# Which rooting method to use?



## stastnysnipes26 (Jul 13, 2011)

There is this one posted on droid-life

http://www.droid-lif...der/#more-54760

And the one in this forum.

http://rootzwiki.com...ure-adb-method/

Obviously the one in this forum comes with SU in the package that you download with the drivers, couldn't I just install SU from the market after using the droid-life method and have the same affect without pushing it via adb? Also, after i root, how do i install CWM recovery? just flash in ROM manager?

Also, I don't have much adb experience, so if I can just install SU through the market and then flash CWM through ROM manager, that would be preferred.


----------



## onicrom (Oct 25, 2011)

The first method isn't actually a rooting guide. It tells you how to unlock the bootloader, which will then allow you to install insecure boot images, and subsequently root.


----------



## Jaxidian (Jun 6, 2011)

Just FYI, not that anybody here has suggested it yet.... But do NOT use a one-click root tool. DO NOT. There was one released a little while back that hosed somebody's partition tables. Without an SD Card, recovering that isn't a walk in the park. The unlock/root method is a process of 1) installing ADB 2) typing 5 lines and you're done. It is NOT worth it to do the 1-click methods.

So in case you missed the point of this post, DO NOT use a one-click root tool! ;-)


----------



## Mustang302LX (Jun 28, 2011)

Jaxidian said:


> Just FYI, not that anybody here has suggested it yet.... But do NOT use a one-click root tool. DO NOT. There was one released a little while back that hosed somebody's partition tables. Without an SD Card, recovering that isn't a walk in the park. The unlock/root method is a process of 1) installing ADB 2) typing 5 lines and you're done. It is NOT worth it to do the 1-click methods.
> 
> So in case you missed the point of this post, DO NOT use a one-click root tool! ;-)


^^ THIS!!! It is too easy to do the manual way to take the risk of breaking your brand new device!


----------



## scooby0u812 (Jul 31, 2011)

Mustang302LX said:


> ^^ THIS!!! It is too easy to do the manual way to take the risk of breaking your brand new device!


i completely agree. although i am new to adb i have messed around with it using spare phones. it is actually addicting. and it gives you a chance to get into it deeper that if you just pluged up into your usb port and hit a button. it gives you more of a feeling of satisfaction. not to mention the nods. its all about the nod.


----------



## Jaxidian (Jun 6, 2011)

scooby0u812 said:


> i completely agree. although i am new to adb i have messed around with it using spare phones. it is actually addicting. and it gives you a chance to get into it deeper that if you just pluged up into your usb port and hit a button. it gives you more of a feeling of satisfaction. not to mention the nods. its all about the nod.

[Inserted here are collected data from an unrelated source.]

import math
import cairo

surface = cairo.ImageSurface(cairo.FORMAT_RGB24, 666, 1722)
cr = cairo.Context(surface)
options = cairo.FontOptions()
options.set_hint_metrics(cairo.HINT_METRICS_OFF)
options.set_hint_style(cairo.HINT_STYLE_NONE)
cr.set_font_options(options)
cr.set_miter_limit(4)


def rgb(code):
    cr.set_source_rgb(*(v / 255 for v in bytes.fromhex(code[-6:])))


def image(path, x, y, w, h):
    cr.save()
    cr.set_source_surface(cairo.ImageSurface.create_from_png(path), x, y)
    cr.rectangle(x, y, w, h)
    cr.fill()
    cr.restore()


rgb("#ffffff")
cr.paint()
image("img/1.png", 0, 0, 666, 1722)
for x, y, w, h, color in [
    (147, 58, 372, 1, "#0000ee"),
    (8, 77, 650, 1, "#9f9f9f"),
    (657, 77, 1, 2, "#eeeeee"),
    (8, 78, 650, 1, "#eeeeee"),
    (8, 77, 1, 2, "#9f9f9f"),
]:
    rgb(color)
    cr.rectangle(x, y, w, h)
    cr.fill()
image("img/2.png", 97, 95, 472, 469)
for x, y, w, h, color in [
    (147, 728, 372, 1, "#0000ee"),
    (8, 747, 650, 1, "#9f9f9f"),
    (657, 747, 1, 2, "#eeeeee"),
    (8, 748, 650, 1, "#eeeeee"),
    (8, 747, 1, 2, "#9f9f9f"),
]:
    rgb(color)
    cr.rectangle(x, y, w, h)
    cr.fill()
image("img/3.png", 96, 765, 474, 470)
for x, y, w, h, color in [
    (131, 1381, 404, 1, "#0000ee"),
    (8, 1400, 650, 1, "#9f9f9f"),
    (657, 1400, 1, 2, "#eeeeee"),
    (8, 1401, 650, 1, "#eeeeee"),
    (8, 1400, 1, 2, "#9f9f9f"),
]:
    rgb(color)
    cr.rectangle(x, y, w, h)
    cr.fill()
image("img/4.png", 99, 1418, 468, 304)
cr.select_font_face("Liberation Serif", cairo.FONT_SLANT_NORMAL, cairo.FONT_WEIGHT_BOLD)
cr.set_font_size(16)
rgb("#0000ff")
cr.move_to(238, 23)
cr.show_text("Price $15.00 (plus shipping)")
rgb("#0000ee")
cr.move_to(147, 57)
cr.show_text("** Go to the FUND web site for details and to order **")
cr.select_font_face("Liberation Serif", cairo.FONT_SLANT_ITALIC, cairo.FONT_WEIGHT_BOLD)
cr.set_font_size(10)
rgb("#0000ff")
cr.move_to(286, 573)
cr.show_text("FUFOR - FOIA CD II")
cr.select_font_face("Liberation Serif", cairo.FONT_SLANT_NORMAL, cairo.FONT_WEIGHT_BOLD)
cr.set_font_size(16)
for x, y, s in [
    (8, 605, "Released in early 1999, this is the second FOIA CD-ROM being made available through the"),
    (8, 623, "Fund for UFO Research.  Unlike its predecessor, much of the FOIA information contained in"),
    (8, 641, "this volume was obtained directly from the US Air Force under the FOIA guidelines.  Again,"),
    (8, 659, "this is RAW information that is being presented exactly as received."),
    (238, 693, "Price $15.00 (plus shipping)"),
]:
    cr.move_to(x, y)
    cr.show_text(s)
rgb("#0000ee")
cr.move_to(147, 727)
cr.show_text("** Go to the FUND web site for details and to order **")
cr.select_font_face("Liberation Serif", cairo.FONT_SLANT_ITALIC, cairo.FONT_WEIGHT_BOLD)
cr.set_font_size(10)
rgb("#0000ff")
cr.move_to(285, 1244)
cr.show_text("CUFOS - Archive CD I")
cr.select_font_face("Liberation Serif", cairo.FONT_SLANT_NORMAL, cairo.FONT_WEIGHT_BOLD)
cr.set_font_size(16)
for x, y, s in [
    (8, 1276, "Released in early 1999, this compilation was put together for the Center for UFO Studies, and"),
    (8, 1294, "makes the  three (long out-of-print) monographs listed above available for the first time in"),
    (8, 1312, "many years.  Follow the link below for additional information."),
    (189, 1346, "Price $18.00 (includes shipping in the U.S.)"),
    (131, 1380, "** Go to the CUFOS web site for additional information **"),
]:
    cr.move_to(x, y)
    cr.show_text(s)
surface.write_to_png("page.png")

Frankly, it doesn't matter if you're new to ADB or not. The hard part is getting ADB working. And that's usually still required for the one-clicks to work.


----------



## scooby0u812 (Jul 31, 2011)

Jaxidian said:


> Frankly, it doesn't matter if you're new to ADB or not. The hard part is getting ADB working. And that's usually still required for the one-clicks to work.


im confroozed. that was a nod wasnt it?


----------



## Jaxidian (Jun 6, 2011)

scooby0u812 said:


> im confroozed. that was a nod wasnt it?


Sorry, yeah. You said you were new to adb but still went the manual way. That's good! I was just saying that others shouldn't use "I'm new to ADB" as an excuse to use a one-click because they still have to do the hard part anyways! Once you've gotten ADB up and running, the rest is easy if you know how to read a little bit. And if you've gotten ADB up and running, then you probably know how to read a little bit. Now the one-click tools, on the other hand, they brick devices until they're polished up. It's just not worth it! We've already had at least one user here on RootzWiki have their LTE GNex broken by a bad one-click tool and there simply isn't any good reason that should happen!


----------



## scooby0u812 (Jul 31, 2011)

gotcha


----------



## ERIFNOMI (Jun 30, 2011)

Jaxidian said:


> Just FYI, not that anybody here has suggested it yet.... But do NOT use a one-click root tool. DO NOT. There was one released a little while back that hosed somebody's partition tables. Without an SD Card, recovering that isn't a walk in the park. The unlock/root method is a process of 1) installing ADB 2) typing 5 lines and you're done. It is NOT worth it to do the 1-click methods.
> 
> So in case you missed the point of this post, DO NOT use a one-click root tool! ;-)


I never use one click roots. I don't trust them. I prefer to do things myself.


----------



## Mustang302LX (Jun 28, 2011)

ERIFNOMI said:


> I never use one click roots. I don't trust them. I prefer to do things myself.


Yup that way if something breaks it is because of myself and not trusting someone else.


----------



## salem (Jun 16, 2011)

I *think* I have adb installed and running correctly on my computer. How can I test it? Besides those root and unlock commands, what is something I can try out on my DX before I hook up the nexus?


----------



## IrishCream (Jun 7, 2011)

salem said:


> I *think* I have adb installed and running correctly on my computer. How can I test it? Besides those root and unlock commands, what is something I can try out on my DX before I hook up the nexus?


adb reboot recovery
adb reboot bootloader
adb reboot

simple stuff to make sure the computer knows how to interact with your phone...

otherwise.... its just a matter of making sure you have the right files to push to your phone


----------



## salem (Jun 16, 2011)

IrishCream said:


> adb reboot recovery
> adb reboot bootloader
> adb reboot
> 
> ...


Thank you! Everything worked.


----------



## ITGuy11 (Jun 10, 2011)

ERIFNOMI said:


> I never use one click roots. I don't trust them. I prefer to do things myself.


Same here. God only knows what somebody could slip into one of those 1 clicks...


----------



## ERIFNOMI (Jun 30, 2011)

IrishCream said:


> adb reboot recovery
> adb reboot bootloader
> adb reboot
> 
> ...


ADB devices shows a list of attached devices. If your phone shows up you're good to go. Probably a better idea...


----------



## casca (Oct 9, 2011)

I'm getting "adbd cannot run as root in production builds" after following the guide on this forum... any thoughts? Phone boots fine after unlocking... just can't run adb root...


----------